[Data provided]
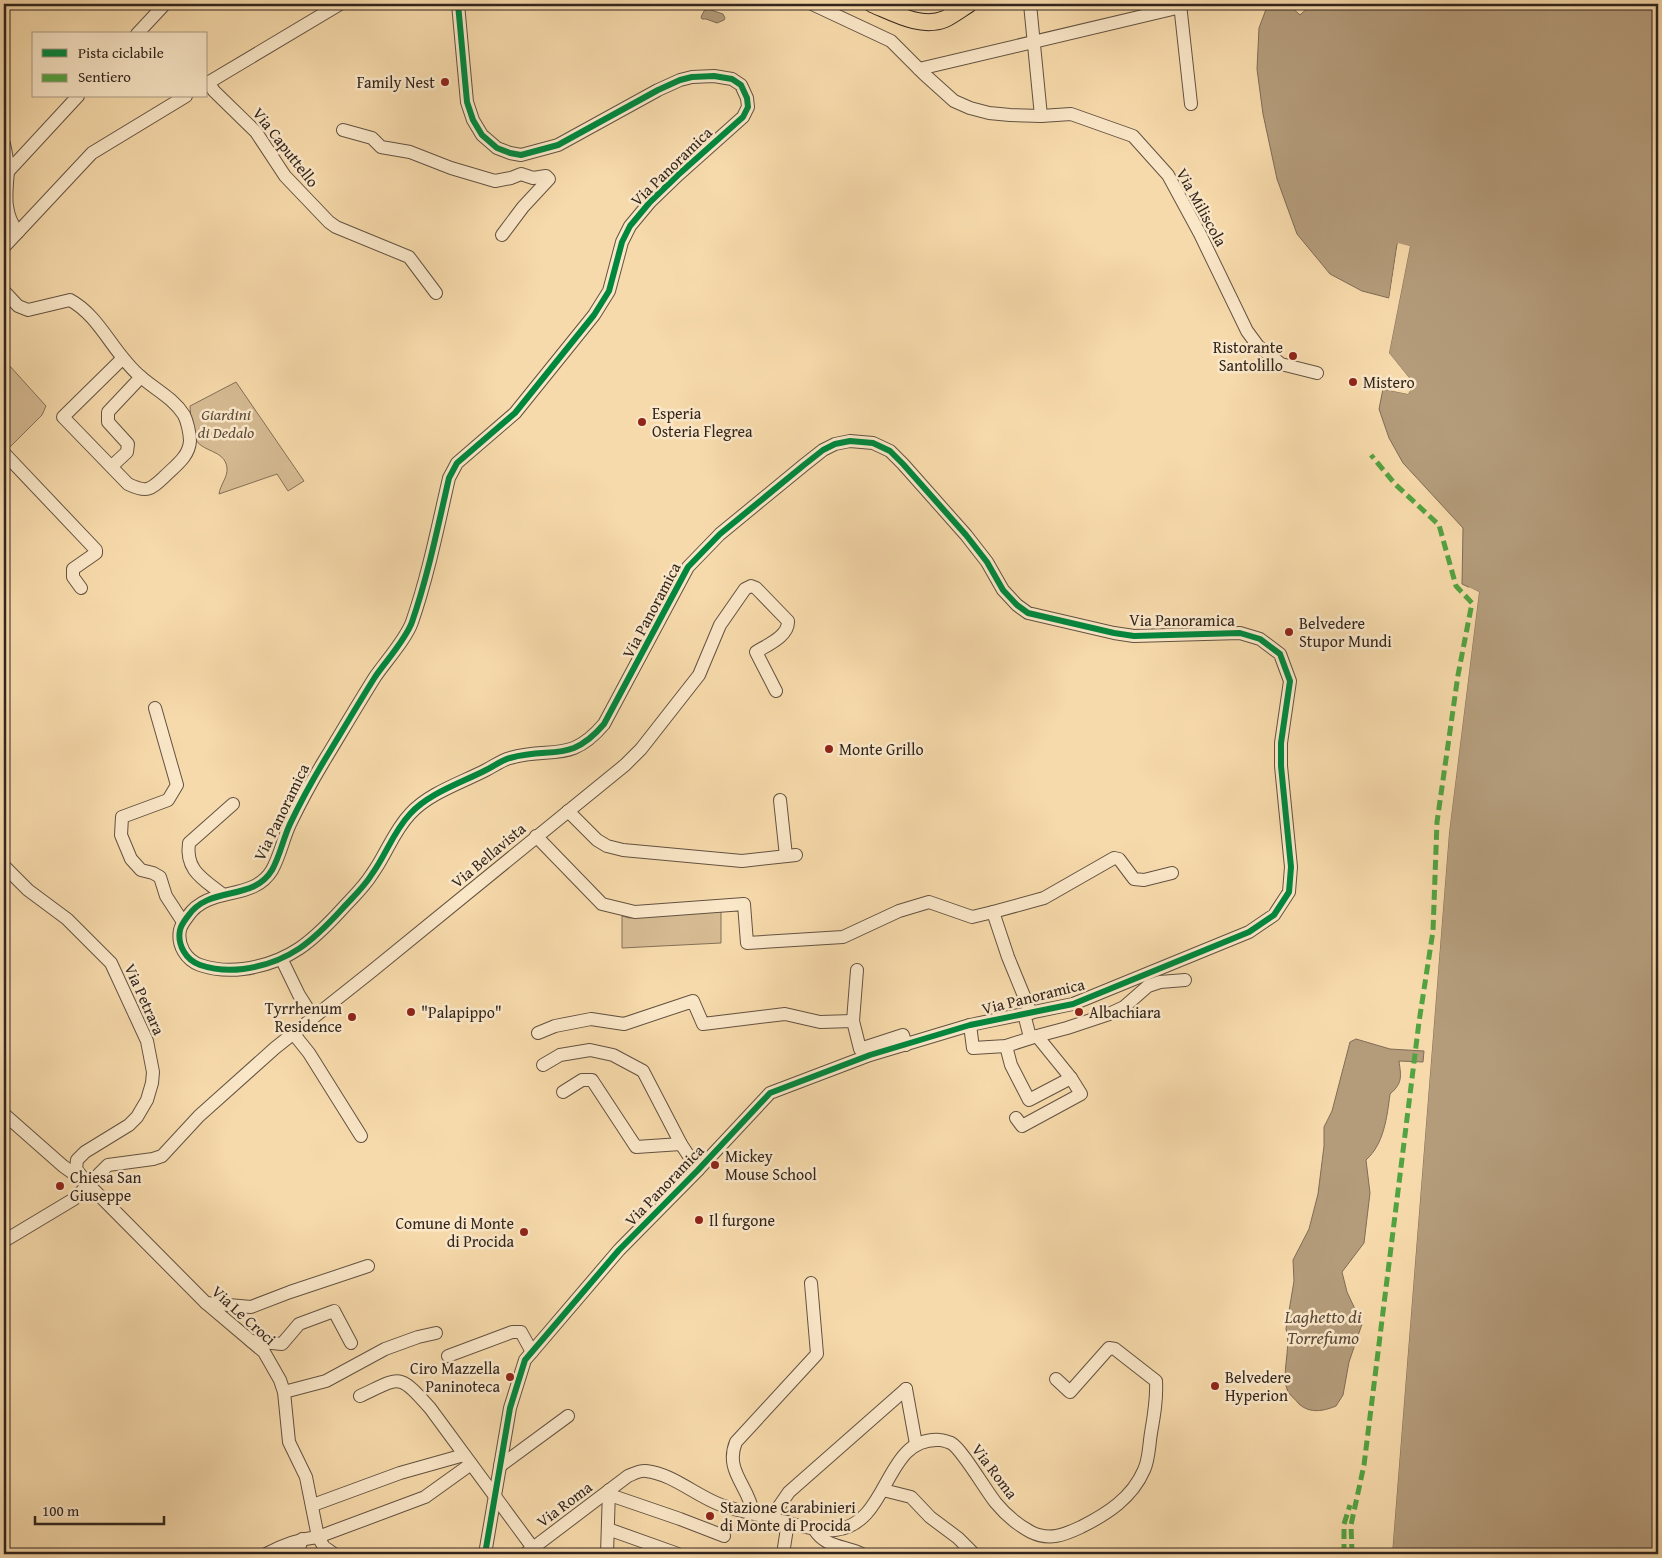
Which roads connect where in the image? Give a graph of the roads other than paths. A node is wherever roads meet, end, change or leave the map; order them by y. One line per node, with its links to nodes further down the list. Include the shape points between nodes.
1 (165, 4): 9 (street)
2 (340, 4): 12 (street)
3 (458, 4): 20 (street, via 467,102 473,120 482,135 497,148)
4 (812, 4): 11 (street, Via Miliscola, via 891,41)
5 (872, 4): 6 (main road, via 911,20 929,22 944,19)
6 (968, 4)
7 (1030, 4): 10 (street)
8 (1180, 5): 10 (street); 16 (street)
9 (139, 32)
10 (1034, 40): 11 (street); 17 (street)
11 (919, 69): 17 (street, Via Miliscola, via 954,101 970,108 989,113)
12 (208, 82)
13 (208, 84): 27 (street, Via Caputtello, via 256,132 285,176 329,222 409,256)
14 (76, 98): 21 (street)
15 (183, 98): 23 (street, via 92,153)
16 (1191, 104)
17 (1041, 116): 29 (street, Via Miliscola, via 1071,114 1134,136 1168,175 1247,331 1258,346 1281,364)
18 (344, 130): 22 (street, via 372,138 381,147 410,152 495,181)
19 (4, 144): 21 (street)
20 (521, 155): 22 (street); 42 (street, Via Panoramica, via 558,145 680,80 714,76 732,79 740,85 747,98 748,107 743,117 650,202 630,226 622,242 609,291 594,315 508,420 457,463 449,478 411,625 322,764 290,824 272,871 254,888)
21 (6, 174): 23 (street, via 6,206)
22 (521, 174): 24 (street, via 549,179)
23 (18, 232): 25 (street)
24 (502, 234)
25 (4, 247)
26 (4, 291): 28 (street, via 18,306 28,310 70,300 82,306)
27 (436, 293)
28 (123, 358): 30 (street); 32 (street, via 63,417)
29 (1317, 373)
30 (141, 377): 32 (street, via 108,412 108,422 128,444 127,452); 32 (street, via 166,394 184,415 190,441 185,457 151,488 141,490 128,484)
31 (4, 453): 33 (street, via 96,550 73,569 73,577)
32 (112, 466)
33 (81, 588)
34 (776, 691): 38 (street, Via Bellavista, via 756,652 782,635 789,626 788,621 751,586 720,625 699,674 641,749)
35 (155, 708): 44 (street, via 177,785 168,800 122,817 121,835 131,859 141,870 160,877 166,896)
36 (780, 800): 38 (street, via 791,856 742,861 607,846 596,840)
37 (233, 804): 42 (street, via 189,843 187,854 197,874)
38 (568, 811): 39 (street, Via Bellavista)
39 (536, 836): 43 (street, via 602,904 635,912 744,904 747,943 843,937 899,911 929,902 972,917); 49 (street, Via Bellavista)
40 (4, 866): 65 (street, Via Petrara, via 28,890 67,919 111,963 147,1040 153,1072 147,1100 129,1125 84,1152 77,1160 76,1169)
41 (1172, 873): 43 (street, via 1144,880 1134,879 1119,859 1114,858 1044,898)
42 (222, 894): 44 (street, Via Panoramica, via 193,908)
43 (994, 912): 48 (street)
44 (183, 922): 45 (street, Via Panoramica, via 180,944 186,956 213,970 258,967)
45 (282, 960): 48 (street, Via Panoramica, via 318,934 366,884 397,829 426,800 507,758 562,752 576,748 594,735 604,724 688,567 720,534 804,464 835,444 850,441 872,443 890,451 966,535 1003,590 1028,613 1134,636 1240,633 1260,639 1280,654 1290,681 1281,766 1291,867 1289,892 1274,915 1250,932 1073,1004); 49 (street)
46 (857, 970): 50 (street)
47 (1185, 980): 54 (street, via 1148,986 1124,1007 1109,1014)
48 (1028, 1014): 51 (street, Via Panoramica); 54 (street)
49 (313, 1017): 52 (street, Via Bellavista)
50 (853, 1021): 53 (street, via 820,1022 786,1014 703,1024 693,1001 624,1024 591,1019); 55 (street, via 860,1049 903,1035)
51 (970, 1025): 55 (street, Via Panoramica); 56 (street, via 973,1048)
52 (293, 1033): 62 (street, via 310,1053); 65 (street, Via Bellavista, via 199,1116 162,1156 108,1165)
53 (538, 1033)
54 (1033, 1037): 56 (street); 58 (street)
55 (906, 1044): 64 (street, Via Panoramica, via 770,1092)
56 (1006, 1046): 58 (street, via 1011,1065 1029,1100)
57 (543, 1065): 63 (street, via 560,1055 590,1050 613,1055 643,1070)
58 (1071, 1078): 61 (street, via 1081,1094 1022,1126)
59 (563, 1092): 63 (street, via 582,1080 592,1080 636,1147)
60 (4, 1114): 65 (street)
61 (1016, 1118)
62 (361, 1136)
63 (681, 1144): 64 (street)
64 (698, 1170): 73 (street, Via Panoramica, via 619,1250)
65 (88, 1184): 66 (street, Via Bellavista, via 74,1200); 69 (street, Via Le Croci)
66 (4, 1241)
67 (368, 1266): 69 (street, via 251,1307)
68 (811, 1284): 86 (street, via 817,1354 732,1450 734,1471)
69 (206, 1304): 71 (street, Via Le Croci)
70 (436, 1333): 76 (street, via 385,1349 326,1381)
71 (251, 1341): 72 (street, via 282,1344 299,1324 334,1311); 76 (street, Via Le Croci, via 264,1352)
72 (351, 1343)
73 (532, 1352): 74 (street, via 521,1332 512,1332); 81 (street, Via Panoramica, via 525,1360 510,1408)
74 (448, 1356)
75 (1056, 1379): 79 (street, Via Roma, via 1070,1392 1110,1348 1156,1381 1157,1397 1145,1470 1122,1503 1095,1520 1056,1537 1032,1532 1014,1521 997,1504 952,1443 926,1440)
76 (284, 1392): 85 (street, Via Le Croci, via 289,1442 306,1477)
77 (360, 1396): 80 (street, via 394,1381 404,1381 430,1408)
78 (568, 1416): 81 (street)
79 (916, 1444): 82 (street, Via Roma, via 901,1457); 87 (street, via 906,1389 789,1492)
80 (468, 1460): 84 (street); 85 (street, via 400,1474); 92 (street, via 425,1498)
81 (500, 1466): 84 (street, Via Panoramica)
82 (883, 1490): 90 (street, Via Roma, via 869,1512 852,1526 834,1530); 103 (street, via 911,1497)
83 (610, 1492): 86 (street, Via Roma, via 628,1476 644,1470 664,1476 721,1505); 89 (street); 91 (street); 94 (street, Via Roma)
84 (495, 1496): 94 (street); 98 (street, Via Panoramica)
85 (313, 1505): 92 (street, Via Le Croci)
86 (753, 1513): 87 (street, Via Roma)
87 (772, 1518): 88 (street, Via Roma)
88 (788, 1522): 90 (street, Via Roma); 101 (street)
89 (608, 1529): 99 (street); 100 (street)
90 (814, 1529): 102 (street, via 826,1542)
91 (724, 1536)
92 (318, 1537): 93 (street); 97 (street)
93 (302, 1539): 95 (street); 96 (street)
94 (529, 1551)
95 (266, 1554)
96 (297, 1554)
97 (334, 1554)
98 (485, 1554)
99 (607, 1554)
100 (678, 1554)
101 (783, 1554)
102 (862, 1554)
103 (974, 1554)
[/Data provided]
Problem to work on. Return every line above exactly, omitting images.

Answer section.
Which roads connect where in the image? Give a graph of the roads other than paths. A node is wherever roads meet, end, change or leave the map; order them by y. One line per node, with its links to nodes further down the list. Include the shape points between nodes.
1 (165, 4): 9 (street)
2 (340, 4): 12 (street)
3 (458, 4): 20 (street, via 467,102 473,120 482,135 497,148)
4 (812, 4): 11 (street, Via Miliscola, via 891,41)
5 (872, 4): 6 (main road, via 911,20 929,22 944,19)
6 (968, 4)
7 (1030, 4): 10 (street)
8 (1180, 5): 10 (street); 16 (street)
9 (139, 32)
10 (1034, 40): 11 (street); 17 (street)
11 (919, 69): 17 (street, Via Miliscola, via 954,101 970,108 989,113)
12 (208, 82)
13 (208, 84): 27 (street, Via Caputtello, via 256,132 285,176 329,222 409,256)
14 (76, 98): 21 (street)
15 (183, 98): 23 (street, via 92,153)
16 (1191, 104)
17 (1041, 116): 29 (street, Via Miliscola, via 1071,114 1134,136 1168,175 1247,331 1258,346 1281,364)
18 (344, 130): 22 (street, via 372,138 381,147 410,152 495,181)
19 (4, 144): 21 (street)
20 (521, 155): 22 (street); 42 (street, Via Panoramica, via 558,145 680,80 714,76 732,79 740,85 747,98 748,107 743,117 650,202 630,226 622,242 609,291 594,315 508,420 457,463 449,478 411,625 322,764 290,824 272,871 254,888)
21 (6, 174): 23 (street, via 6,206)
22 (521, 174): 24 (street, via 549,179)
23 (18, 232): 25 (street)
24 (502, 234)
25 (4, 247)
26 (4, 291): 28 (street, via 18,306 28,310 70,300 82,306)
27 (436, 293)
28 (123, 358): 30 (street); 32 (street, via 63,417)
29 (1317, 373)
30 (141, 377): 32 (street, via 108,412 108,422 128,444 127,452); 32 (street, via 166,394 184,415 190,441 185,457 151,488 141,490 128,484)
31 (4, 453): 33 (street, via 96,550 73,569 73,577)
32 (112, 466)
33 (81, 588)
34 (776, 691): 38 (street, Via Bellavista, via 756,652 782,635 789,626 788,621 751,586 720,625 699,674 641,749)
35 (155, 708): 44 (street, via 177,785 168,800 122,817 121,835 131,859 141,870 160,877 166,896)
36 (780, 800): 38 (street, via 791,856 742,861 607,846 596,840)
37 (233, 804): 42 (street, via 189,843 187,854 197,874)
38 (568, 811): 39 (street, Via Bellavista)
39 (536, 836): 43 (street, via 602,904 635,912 744,904 747,943 843,937 899,911 929,902 972,917); 49 (street, Via Bellavista)
40 (4, 866): 65 (street, Via Petrara, via 28,890 67,919 111,963 147,1040 153,1072 147,1100 129,1125 84,1152 77,1160 76,1169)
41 (1172, 873): 43 (street, via 1144,880 1134,879 1119,859 1114,858 1044,898)
42 (222, 894): 44 (street, Via Panoramica, via 193,908)
43 (994, 912): 48 (street)
44 (183, 922): 45 (street, Via Panoramica, via 180,944 186,956 213,970 258,967)
45 (282, 960): 48 (street, Via Panoramica, via 318,934 366,884 397,829 426,800 507,758 562,752 576,748 594,735 604,724 688,567 720,534 804,464 835,444 850,441 872,443 890,451 966,535 1003,590 1028,613 1134,636 1240,633 1260,639 1280,654 1290,681 1281,766 1291,867 1289,892 1274,915 1250,932 1073,1004); 49 (street)
46 (857, 970): 50 (street)
47 (1185, 980): 54 (street, via 1148,986 1124,1007 1109,1014)
48 (1028, 1014): 51 (street, Via Panoramica); 54 (street)
49 (313, 1017): 52 (street, Via Bellavista)
50 (853, 1021): 53 (street, via 820,1022 786,1014 703,1024 693,1001 624,1024 591,1019); 55 (street, via 860,1049 903,1035)
51 (970, 1025): 55 (street, Via Panoramica); 56 (street, via 973,1048)
52 (293, 1033): 62 (street, via 310,1053); 65 (street, Via Bellavista, via 199,1116 162,1156 108,1165)
53 (538, 1033)
54 (1033, 1037): 56 (street); 58 (street)
55 (906, 1044): 64 (street, Via Panoramica, via 770,1092)
56 (1006, 1046): 58 (street, via 1011,1065 1029,1100)
57 (543, 1065): 63 (street, via 560,1055 590,1050 613,1055 643,1070)
58 (1071, 1078): 61 (street, via 1081,1094 1022,1126)
59 (563, 1092): 63 (street, via 582,1080 592,1080 636,1147)
60 (4, 1114): 65 (street)
61 (1016, 1118)
62 (361, 1136)
63 (681, 1144): 64 (street)
64 (698, 1170): 73 (street, Via Panoramica, via 619,1250)
65 (88, 1184): 66 (street, Via Bellavista, via 74,1200); 69 (street, Via Le Croci)
66 (4, 1241)
67 (368, 1266): 69 (street, via 251,1307)
68 (811, 1284): 86 (street, via 817,1354 732,1450 734,1471)
69 (206, 1304): 71 (street, Via Le Croci)
70 (436, 1333): 76 (street, via 385,1349 326,1381)
71 (251, 1341): 72 (street, via 282,1344 299,1324 334,1311); 76 (street, Via Le Croci, via 264,1352)
72 (351, 1343)
73 (532, 1352): 74 (street, via 521,1332 512,1332); 81 (street, Via Panoramica, via 525,1360 510,1408)
74 (448, 1356)
75 (1056, 1379): 79 (street, Via Roma, via 1070,1392 1110,1348 1156,1381 1157,1397 1145,1470 1122,1503 1095,1520 1056,1537 1032,1532 1014,1521 997,1504 952,1443 926,1440)
76 (284, 1392): 85 (street, Via Le Croci, via 289,1442 306,1477)
77 (360, 1396): 80 (street, via 394,1381 404,1381 430,1408)
78 (568, 1416): 81 (street)
79 (916, 1444): 82 (street, Via Roma, via 901,1457); 87 (street, via 906,1389 789,1492)
80 (468, 1460): 84 (street); 85 (street, via 400,1474); 92 (street, via 425,1498)
81 (500, 1466): 84 (street, Via Panoramica)
82 (883, 1490): 90 (street, Via Roma, via 869,1512 852,1526 834,1530); 103 (street, via 911,1497)
83 (610, 1492): 86 (street, Via Roma, via 628,1476 644,1470 664,1476 721,1505); 89 (street); 91 (street); 94 (street, Via Roma)
84 (495, 1496): 94 (street); 98 (street, Via Panoramica)
85 (313, 1505): 92 (street, Via Le Croci)
86 (753, 1513): 87 (street, Via Roma)
87 (772, 1518): 88 (street, Via Roma)
88 (788, 1522): 90 (street, Via Roma); 101 (street)
89 (608, 1529): 99 (street); 100 (street)
90 (814, 1529): 102 (street, via 826,1542)
91 (724, 1536)
92 (318, 1537): 93 (street); 97 (street)
93 (302, 1539): 95 (street); 96 (street)
94 (529, 1551)
95 (266, 1554)
96 (297, 1554)
97 (334, 1554)
98 (485, 1554)
99 (607, 1554)
100 (678, 1554)
101 (783, 1554)
102 (862, 1554)
103 (974, 1554)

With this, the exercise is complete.